### [What the task asks]
Would you give the number of lines in the entries that contain the word "Stanford"? Nothing else is needed.

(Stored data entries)

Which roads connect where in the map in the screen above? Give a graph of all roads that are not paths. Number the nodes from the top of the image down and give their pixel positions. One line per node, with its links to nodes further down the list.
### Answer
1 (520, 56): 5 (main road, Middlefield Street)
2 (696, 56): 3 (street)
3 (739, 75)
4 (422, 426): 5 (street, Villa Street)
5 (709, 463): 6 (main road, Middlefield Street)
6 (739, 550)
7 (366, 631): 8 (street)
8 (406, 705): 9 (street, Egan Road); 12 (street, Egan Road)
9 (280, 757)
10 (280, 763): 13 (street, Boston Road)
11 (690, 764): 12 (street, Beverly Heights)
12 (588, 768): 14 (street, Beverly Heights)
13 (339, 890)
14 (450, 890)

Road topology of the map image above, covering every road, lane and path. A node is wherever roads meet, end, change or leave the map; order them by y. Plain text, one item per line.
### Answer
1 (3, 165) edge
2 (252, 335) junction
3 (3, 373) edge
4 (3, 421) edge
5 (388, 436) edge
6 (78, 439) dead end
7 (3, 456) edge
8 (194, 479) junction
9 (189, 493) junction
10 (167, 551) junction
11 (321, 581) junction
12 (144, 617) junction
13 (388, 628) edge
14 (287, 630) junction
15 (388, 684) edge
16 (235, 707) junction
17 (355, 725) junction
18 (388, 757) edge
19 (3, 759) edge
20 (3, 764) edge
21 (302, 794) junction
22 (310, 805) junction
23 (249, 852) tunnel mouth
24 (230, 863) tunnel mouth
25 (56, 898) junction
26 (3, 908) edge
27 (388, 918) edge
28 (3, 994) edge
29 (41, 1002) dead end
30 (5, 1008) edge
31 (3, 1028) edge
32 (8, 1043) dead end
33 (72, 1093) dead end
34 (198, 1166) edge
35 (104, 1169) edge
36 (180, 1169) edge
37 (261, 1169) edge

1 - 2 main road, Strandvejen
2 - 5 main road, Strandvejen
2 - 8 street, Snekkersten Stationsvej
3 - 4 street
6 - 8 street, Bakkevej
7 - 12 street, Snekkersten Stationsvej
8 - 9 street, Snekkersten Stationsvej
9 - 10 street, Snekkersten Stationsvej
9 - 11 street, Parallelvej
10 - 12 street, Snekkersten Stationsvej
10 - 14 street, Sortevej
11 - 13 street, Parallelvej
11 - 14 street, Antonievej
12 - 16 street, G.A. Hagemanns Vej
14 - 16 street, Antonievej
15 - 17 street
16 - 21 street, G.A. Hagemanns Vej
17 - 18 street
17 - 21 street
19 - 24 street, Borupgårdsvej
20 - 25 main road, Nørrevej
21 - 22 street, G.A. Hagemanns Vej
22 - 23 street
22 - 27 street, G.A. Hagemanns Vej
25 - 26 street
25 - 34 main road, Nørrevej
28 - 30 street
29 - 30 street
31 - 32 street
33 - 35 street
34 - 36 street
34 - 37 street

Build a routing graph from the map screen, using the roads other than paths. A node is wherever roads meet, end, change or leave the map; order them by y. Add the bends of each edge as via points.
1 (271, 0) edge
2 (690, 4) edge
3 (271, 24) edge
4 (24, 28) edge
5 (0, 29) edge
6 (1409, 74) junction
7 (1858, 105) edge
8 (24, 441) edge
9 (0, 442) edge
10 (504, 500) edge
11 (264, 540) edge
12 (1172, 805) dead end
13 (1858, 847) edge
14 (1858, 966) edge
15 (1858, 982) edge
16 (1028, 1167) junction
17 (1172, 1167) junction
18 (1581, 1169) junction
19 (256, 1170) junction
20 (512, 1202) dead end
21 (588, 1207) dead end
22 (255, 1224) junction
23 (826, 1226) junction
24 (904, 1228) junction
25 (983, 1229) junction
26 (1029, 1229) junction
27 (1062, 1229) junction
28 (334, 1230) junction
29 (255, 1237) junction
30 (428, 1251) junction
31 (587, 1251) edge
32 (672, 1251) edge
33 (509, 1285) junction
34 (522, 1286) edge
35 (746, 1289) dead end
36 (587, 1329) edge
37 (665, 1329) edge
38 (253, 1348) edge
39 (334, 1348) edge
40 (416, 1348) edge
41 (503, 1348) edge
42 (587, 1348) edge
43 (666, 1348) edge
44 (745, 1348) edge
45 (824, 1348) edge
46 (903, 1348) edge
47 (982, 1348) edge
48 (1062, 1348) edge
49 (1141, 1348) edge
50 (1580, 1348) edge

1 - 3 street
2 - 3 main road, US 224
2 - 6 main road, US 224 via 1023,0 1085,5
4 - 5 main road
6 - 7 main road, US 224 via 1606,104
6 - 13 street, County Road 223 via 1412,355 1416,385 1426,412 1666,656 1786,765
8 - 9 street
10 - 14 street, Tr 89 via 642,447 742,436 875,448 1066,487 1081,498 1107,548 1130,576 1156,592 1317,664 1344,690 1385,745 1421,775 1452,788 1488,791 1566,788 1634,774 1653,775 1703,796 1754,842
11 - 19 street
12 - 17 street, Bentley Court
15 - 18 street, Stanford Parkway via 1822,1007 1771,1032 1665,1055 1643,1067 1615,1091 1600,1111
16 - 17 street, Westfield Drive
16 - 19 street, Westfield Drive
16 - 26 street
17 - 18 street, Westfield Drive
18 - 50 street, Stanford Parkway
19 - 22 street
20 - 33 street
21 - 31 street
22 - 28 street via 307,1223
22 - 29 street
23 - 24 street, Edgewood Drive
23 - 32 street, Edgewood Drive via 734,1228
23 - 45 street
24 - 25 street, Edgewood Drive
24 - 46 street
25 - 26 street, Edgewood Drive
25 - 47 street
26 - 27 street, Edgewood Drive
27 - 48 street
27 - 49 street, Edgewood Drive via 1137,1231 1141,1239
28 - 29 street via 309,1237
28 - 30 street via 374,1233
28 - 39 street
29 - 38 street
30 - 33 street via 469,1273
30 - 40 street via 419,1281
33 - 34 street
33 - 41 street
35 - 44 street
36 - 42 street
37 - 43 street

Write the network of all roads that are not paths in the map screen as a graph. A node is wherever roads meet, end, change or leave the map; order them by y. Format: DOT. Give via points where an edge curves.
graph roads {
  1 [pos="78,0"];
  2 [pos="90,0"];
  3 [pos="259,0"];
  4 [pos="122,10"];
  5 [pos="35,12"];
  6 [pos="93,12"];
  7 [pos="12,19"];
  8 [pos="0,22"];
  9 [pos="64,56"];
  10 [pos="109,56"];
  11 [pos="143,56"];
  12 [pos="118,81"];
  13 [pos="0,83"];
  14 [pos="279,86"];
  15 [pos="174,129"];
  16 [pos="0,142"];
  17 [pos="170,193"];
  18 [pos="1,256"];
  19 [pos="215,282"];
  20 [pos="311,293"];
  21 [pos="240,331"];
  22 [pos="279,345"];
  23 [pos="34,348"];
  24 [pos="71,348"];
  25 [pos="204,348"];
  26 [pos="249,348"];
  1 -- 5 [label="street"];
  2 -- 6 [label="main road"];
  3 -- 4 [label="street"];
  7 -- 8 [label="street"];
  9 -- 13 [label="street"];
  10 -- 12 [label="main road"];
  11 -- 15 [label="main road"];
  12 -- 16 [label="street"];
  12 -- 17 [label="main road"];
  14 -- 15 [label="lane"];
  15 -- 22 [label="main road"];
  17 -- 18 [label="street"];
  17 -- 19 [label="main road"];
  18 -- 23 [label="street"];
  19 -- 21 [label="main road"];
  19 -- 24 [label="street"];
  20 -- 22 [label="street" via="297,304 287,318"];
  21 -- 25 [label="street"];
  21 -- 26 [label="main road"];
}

### [Task result]
2